_Task objective_. Copy out every line from the records that includes "junction".

[Available records — start]

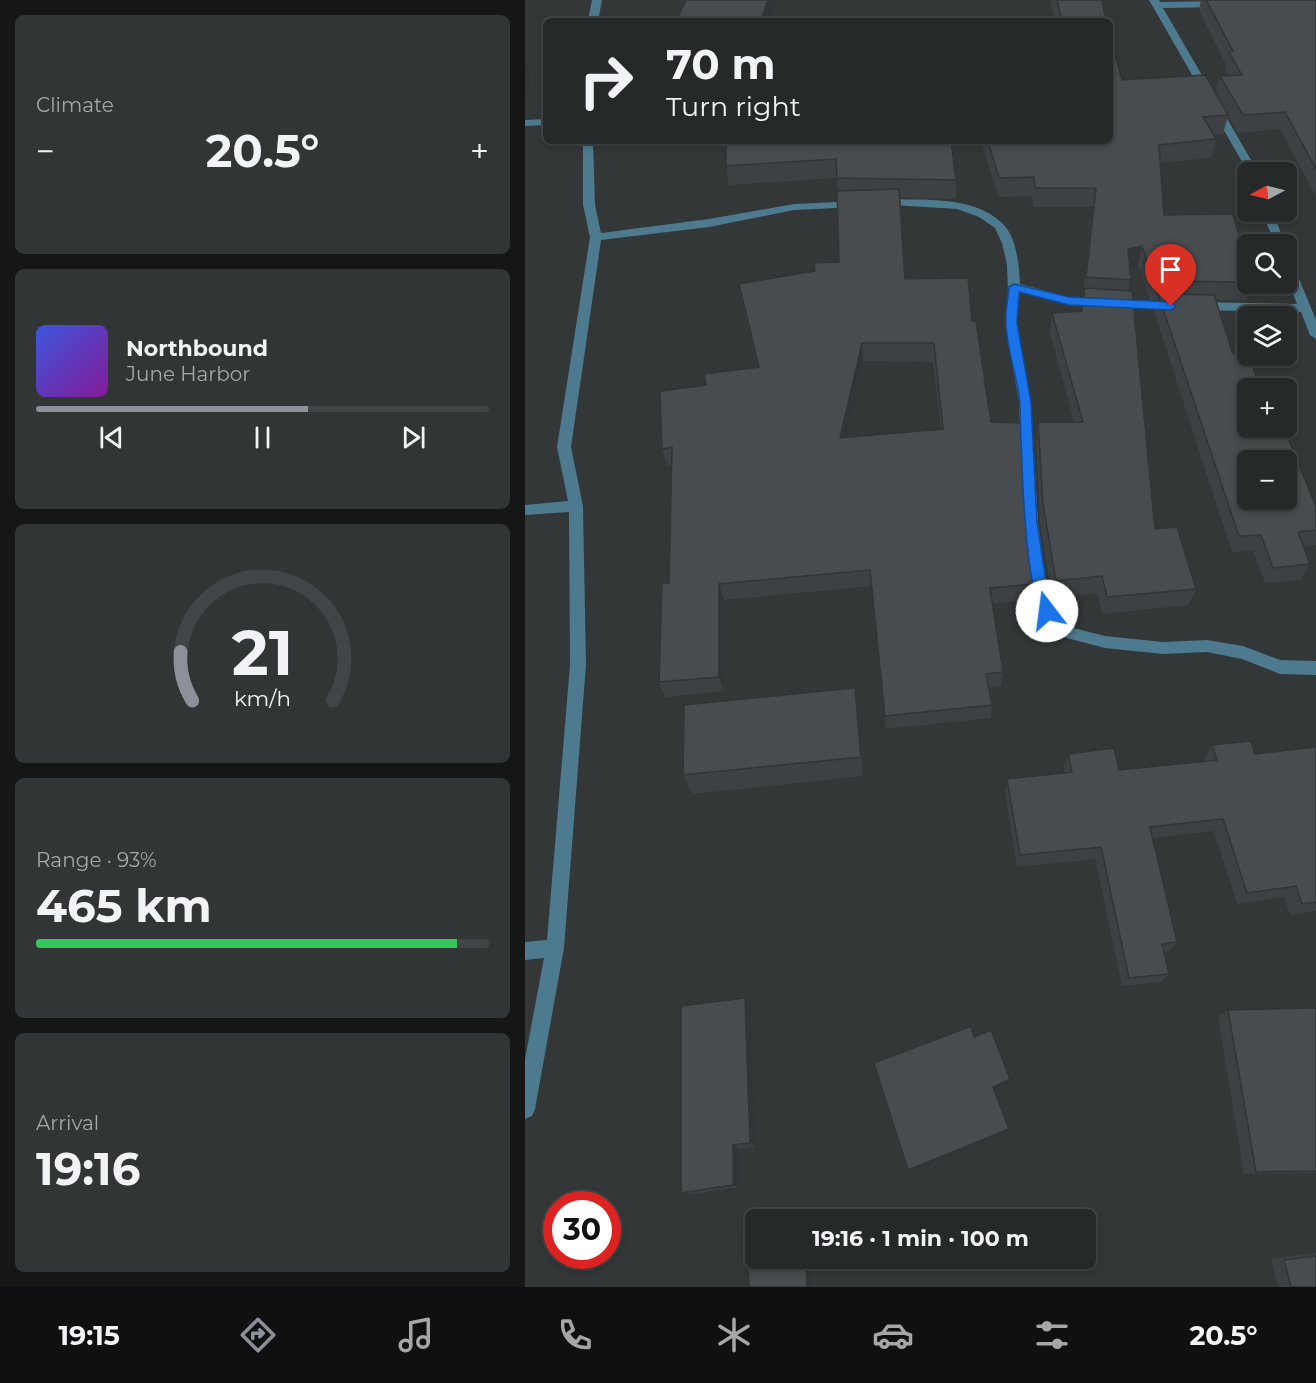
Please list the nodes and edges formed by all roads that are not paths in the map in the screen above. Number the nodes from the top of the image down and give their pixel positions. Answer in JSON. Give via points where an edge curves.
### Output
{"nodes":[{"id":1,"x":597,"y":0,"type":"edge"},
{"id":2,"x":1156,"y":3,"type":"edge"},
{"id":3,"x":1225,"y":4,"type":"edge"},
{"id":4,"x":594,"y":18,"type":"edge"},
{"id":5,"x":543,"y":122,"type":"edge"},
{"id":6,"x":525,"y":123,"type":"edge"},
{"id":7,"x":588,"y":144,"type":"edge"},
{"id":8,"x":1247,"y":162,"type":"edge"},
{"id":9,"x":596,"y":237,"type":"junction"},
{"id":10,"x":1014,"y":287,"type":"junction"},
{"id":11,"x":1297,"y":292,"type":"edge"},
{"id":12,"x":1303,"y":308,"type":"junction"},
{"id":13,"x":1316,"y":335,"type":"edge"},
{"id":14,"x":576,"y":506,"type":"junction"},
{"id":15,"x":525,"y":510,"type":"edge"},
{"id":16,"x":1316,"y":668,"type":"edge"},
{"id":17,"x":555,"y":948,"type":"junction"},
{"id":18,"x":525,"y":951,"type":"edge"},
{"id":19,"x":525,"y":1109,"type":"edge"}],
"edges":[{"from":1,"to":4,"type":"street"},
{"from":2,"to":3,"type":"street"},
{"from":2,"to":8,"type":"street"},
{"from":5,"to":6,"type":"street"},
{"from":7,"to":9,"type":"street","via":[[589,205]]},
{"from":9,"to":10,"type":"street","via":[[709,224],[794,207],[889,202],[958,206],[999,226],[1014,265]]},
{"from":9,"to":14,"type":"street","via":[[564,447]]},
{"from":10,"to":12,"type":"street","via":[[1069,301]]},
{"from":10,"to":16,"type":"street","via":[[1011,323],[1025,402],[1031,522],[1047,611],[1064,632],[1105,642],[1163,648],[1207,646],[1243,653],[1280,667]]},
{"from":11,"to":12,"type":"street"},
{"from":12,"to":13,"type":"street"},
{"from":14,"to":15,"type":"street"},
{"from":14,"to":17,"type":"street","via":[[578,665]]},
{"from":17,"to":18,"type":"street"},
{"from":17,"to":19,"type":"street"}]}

[Available records — finish]

_Solution_.
{"id":9,"x":596,"y":237,"type":"junction"},
{"id":10,"x":1014,"y":287,"type":"junction"},
{"id":12,"x":1303,"y":308,"type":"junction"},
{"id":14,"x":576,"y":506,"type":"junction"},
{"id":17,"x":555,"y":948,"type":"junction"},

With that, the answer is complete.